• _Required work_: Your answer should restate each line of the data below word for word.

[Stored items]
______________________________
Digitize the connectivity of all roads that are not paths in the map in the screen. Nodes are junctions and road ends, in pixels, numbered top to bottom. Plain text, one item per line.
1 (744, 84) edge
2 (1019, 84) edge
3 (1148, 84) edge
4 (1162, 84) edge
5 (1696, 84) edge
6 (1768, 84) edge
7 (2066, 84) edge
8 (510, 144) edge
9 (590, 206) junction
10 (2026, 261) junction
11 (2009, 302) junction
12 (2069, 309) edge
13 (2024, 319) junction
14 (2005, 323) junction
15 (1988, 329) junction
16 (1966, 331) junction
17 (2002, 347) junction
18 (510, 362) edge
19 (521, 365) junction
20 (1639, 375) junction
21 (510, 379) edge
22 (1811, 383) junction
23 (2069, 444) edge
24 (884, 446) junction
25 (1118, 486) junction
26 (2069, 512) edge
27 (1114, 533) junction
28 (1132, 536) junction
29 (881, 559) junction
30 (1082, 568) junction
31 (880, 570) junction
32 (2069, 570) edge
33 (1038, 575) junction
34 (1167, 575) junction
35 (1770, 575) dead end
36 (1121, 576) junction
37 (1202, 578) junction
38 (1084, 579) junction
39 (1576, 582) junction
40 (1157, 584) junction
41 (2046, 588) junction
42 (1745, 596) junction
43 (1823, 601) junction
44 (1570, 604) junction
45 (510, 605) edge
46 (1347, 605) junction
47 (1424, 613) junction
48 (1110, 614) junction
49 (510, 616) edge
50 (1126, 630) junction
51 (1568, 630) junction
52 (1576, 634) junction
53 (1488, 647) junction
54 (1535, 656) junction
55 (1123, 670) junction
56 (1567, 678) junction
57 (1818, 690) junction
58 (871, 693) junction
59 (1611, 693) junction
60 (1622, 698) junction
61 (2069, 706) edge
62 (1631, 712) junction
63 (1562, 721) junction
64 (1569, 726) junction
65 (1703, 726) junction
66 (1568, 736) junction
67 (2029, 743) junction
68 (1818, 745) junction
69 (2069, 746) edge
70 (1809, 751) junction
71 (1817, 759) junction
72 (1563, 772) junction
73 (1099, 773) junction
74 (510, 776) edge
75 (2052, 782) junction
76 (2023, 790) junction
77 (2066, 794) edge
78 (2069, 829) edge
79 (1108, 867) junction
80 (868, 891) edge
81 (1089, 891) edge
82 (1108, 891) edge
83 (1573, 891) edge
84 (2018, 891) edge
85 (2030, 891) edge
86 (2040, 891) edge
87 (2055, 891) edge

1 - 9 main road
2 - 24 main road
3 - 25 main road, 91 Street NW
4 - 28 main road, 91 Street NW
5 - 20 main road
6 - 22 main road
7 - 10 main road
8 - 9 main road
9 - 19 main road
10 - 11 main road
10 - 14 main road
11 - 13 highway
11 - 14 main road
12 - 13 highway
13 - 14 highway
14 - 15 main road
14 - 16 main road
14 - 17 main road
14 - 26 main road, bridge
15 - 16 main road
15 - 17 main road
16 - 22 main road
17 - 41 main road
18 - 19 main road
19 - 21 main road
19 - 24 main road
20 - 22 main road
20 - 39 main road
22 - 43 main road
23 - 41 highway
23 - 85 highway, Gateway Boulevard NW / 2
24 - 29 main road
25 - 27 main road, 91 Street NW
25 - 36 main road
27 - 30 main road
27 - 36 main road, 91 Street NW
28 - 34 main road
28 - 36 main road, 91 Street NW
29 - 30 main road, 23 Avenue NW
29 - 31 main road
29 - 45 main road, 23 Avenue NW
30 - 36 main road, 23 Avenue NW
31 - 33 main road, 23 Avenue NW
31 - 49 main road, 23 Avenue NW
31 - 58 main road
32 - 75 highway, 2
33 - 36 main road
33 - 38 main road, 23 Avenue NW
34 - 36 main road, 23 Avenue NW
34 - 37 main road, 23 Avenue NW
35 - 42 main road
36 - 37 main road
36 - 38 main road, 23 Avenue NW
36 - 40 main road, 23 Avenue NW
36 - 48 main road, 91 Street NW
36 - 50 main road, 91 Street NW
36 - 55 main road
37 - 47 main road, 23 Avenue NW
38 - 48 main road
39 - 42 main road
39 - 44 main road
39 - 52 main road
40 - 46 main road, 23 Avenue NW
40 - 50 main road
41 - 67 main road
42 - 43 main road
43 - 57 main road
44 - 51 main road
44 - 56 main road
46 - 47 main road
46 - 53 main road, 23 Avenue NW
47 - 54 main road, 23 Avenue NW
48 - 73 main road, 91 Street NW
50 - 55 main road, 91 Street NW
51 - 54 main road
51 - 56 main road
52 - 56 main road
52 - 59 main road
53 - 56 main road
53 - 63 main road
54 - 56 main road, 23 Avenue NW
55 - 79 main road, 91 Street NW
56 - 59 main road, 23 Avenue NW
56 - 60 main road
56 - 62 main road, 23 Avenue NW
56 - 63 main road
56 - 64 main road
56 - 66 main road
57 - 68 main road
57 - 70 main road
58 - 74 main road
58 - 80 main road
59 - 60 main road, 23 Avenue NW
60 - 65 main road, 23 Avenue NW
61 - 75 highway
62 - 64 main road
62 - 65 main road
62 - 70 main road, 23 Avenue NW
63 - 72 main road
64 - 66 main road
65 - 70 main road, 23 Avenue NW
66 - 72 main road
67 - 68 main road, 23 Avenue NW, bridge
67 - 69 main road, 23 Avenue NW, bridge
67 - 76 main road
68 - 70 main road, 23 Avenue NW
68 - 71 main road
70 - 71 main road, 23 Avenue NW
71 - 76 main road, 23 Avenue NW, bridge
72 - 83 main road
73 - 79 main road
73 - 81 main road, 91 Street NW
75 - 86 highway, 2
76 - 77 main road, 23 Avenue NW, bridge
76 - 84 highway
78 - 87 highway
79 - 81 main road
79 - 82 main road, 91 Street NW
______________________________
• _Response for this exercise_:
Digitize the connectivity of all roads that are not paths in the map in the screen. Nodes are junctions and road ends, in pixels, numbered top to bottom. Plain text, one item per line.
1 (744, 84) edge
2 (1019, 84) edge
3 (1148, 84) edge
4 (1162, 84) edge
5 (1696, 84) edge
6 (1768, 84) edge
7 (2066, 84) edge
8 (510, 144) edge
9 (590, 206) junction
10 (2026, 261) junction
11 (2009, 302) junction
12 (2069, 309) edge
13 (2024, 319) junction
14 (2005, 323) junction
15 (1988, 329) junction
16 (1966, 331) junction
17 (2002, 347) junction
18 (510, 362) edge
19 (521, 365) junction
20 (1639, 375) junction
21 (510, 379) edge
22 (1811, 383) junction
23 (2069, 444) edge
24 (884, 446) junction
25 (1118, 486) junction
26 (2069, 512) edge
27 (1114, 533) junction
28 (1132, 536) junction
29 (881, 559) junction
30 (1082, 568) junction
31 (880, 570) junction
32 (2069, 570) edge
33 (1038, 575) junction
34 (1167, 575) junction
35 (1770, 575) dead end
36 (1121, 576) junction
37 (1202, 578) junction
38 (1084, 579) junction
39 (1576, 582) junction
40 (1157, 584) junction
41 (2046, 588) junction
42 (1745, 596) junction
43 (1823, 601) junction
44 (1570, 604) junction
45 (510, 605) edge
46 (1347, 605) junction
47 (1424, 613) junction
48 (1110, 614) junction
49 (510, 616) edge
50 (1126, 630) junction
51 (1568, 630) junction
52 (1576, 634) junction
53 (1488, 647) junction
54 (1535, 656) junction
55 (1123, 670) junction
56 (1567, 678) junction
57 (1818, 690) junction
58 (871, 693) junction
59 (1611, 693) junction
60 (1622, 698) junction
61 (2069, 706) edge
62 (1631, 712) junction
63 (1562, 721) junction
64 (1569, 726) junction
65 (1703, 726) junction
66 (1568, 736) junction
67 (2029, 743) junction
68 (1818, 745) junction
69 (2069, 746) edge
70 (1809, 751) junction
71 (1817, 759) junction
72 (1563, 772) junction
73 (1099, 773) junction
74 (510, 776) edge
75 (2052, 782) junction
76 (2023, 790) junction
77 (2066, 794) edge
78 (2069, 829) edge
79 (1108, 867) junction
80 (868, 891) edge
81 (1089, 891) edge
82 (1108, 891) edge
83 (1573, 891) edge
84 (2018, 891) edge
85 (2030, 891) edge
86 (2040, 891) edge
87 (2055, 891) edge

1 - 9 main road
2 - 24 main road
3 - 25 main road, 91 Street NW
4 - 28 main road, 91 Street NW
5 - 20 main road
6 - 22 main road
7 - 10 main road
8 - 9 main road
9 - 19 main road
10 - 11 main road
10 - 14 main road
11 - 13 highway
11 - 14 main road
12 - 13 highway
13 - 14 highway
14 - 15 main road
14 - 16 main road
14 - 17 main road
14 - 26 main road, bridge
15 - 16 main road
15 - 17 main road
16 - 22 main road
17 - 41 main road
18 - 19 main road
19 - 21 main road
19 - 24 main road
20 - 22 main road
20 - 39 main road
22 - 43 main road
23 - 41 highway
23 - 85 highway, Gateway Boulevard NW / 2
24 - 29 main road
25 - 27 main road, 91 Street NW
25 - 36 main road
27 - 30 main road
27 - 36 main road, 91 Street NW
28 - 34 main road
28 - 36 main road, 91 Street NW
29 - 30 main road, 23 Avenue NW
29 - 31 main road
29 - 45 main road, 23 Avenue NW
30 - 36 main road, 23 Avenue NW
31 - 33 main road, 23 Avenue NW
31 - 49 main road, 23 Avenue NW
31 - 58 main road
32 - 75 highway, 2
33 - 36 main road
33 - 38 main road, 23 Avenue NW
34 - 36 main road, 23 Avenue NW
34 - 37 main road, 23 Avenue NW
35 - 42 main road
36 - 37 main road
36 - 38 main road, 23 Avenue NW
36 - 40 main road, 23 Avenue NW
36 - 48 main road, 91 Street NW
36 - 50 main road, 91 Street NW
36 - 55 main road
37 - 47 main road, 23 Avenue NW
38 - 48 main road
39 - 42 main road
39 - 44 main road
39 - 52 main road
40 - 46 main road, 23 Avenue NW
40 - 50 main road
41 - 67 main road
42 - 43 main road
43 - 57 main road
44 - 51 main road
44 - 56 main road
46 - 47 main road
46 - 53 main road, 23 Avenue NW
47 - 54 main road, 23 Avenue NW
48 - 73 main road, 91 Street NW
50 - 55 main road, 91 Street NW
51 - 54 main road
51 - 56 main road
52 - 56 main road
52 - 59 main road
53 - 56 main road
53 - 63 main road
54 - 56 main road, 23 Avenue NW
55 - 79 main road, 91 Street NW
56 - 59 main road, 23 Avenue NW
56 - 60 main road
56 - 62 main road, 23 Avenue NW
56 - 63 main road
56 - 64 main road
56 - 66 main road
57 - 68 main road
57 - 70 main road
58 - 74 main road
58 - 80 main road
59 - 60 main road, 23 Avenue NW
60 - 65 main road, 23 Avenue NW
61 - 75 highway
62 - 64 main road
62 - 65 main road
62 - 70 main road, 23 Avenue NW
63 - 72 main road
64 - 66 main road
65 - 70 main road, 23 Avenue NW
66 - 72 main road
67 - 68 main road, 23 Avenue NW, bridge
67 - 69 main road, 23 Avenue NW, bridge
67 - 76 main road
68 - 70 main road, 23 Avenue NW
68 - 71 main road
70 - 71 main road, 23 Avenue NW
71 - 76 main road, 23 Avenue NW, bridge
72 - 83 main road
73 - 79 main road
73 - 81 main road, 91 Street NW
75 - 86 highway, 2
76 - 77 main road, 23 Avenue NW, bridge
76 - 84 highway
78 - 87 highway
79 - 81 main road
79 - 82 main road, 91 Street NW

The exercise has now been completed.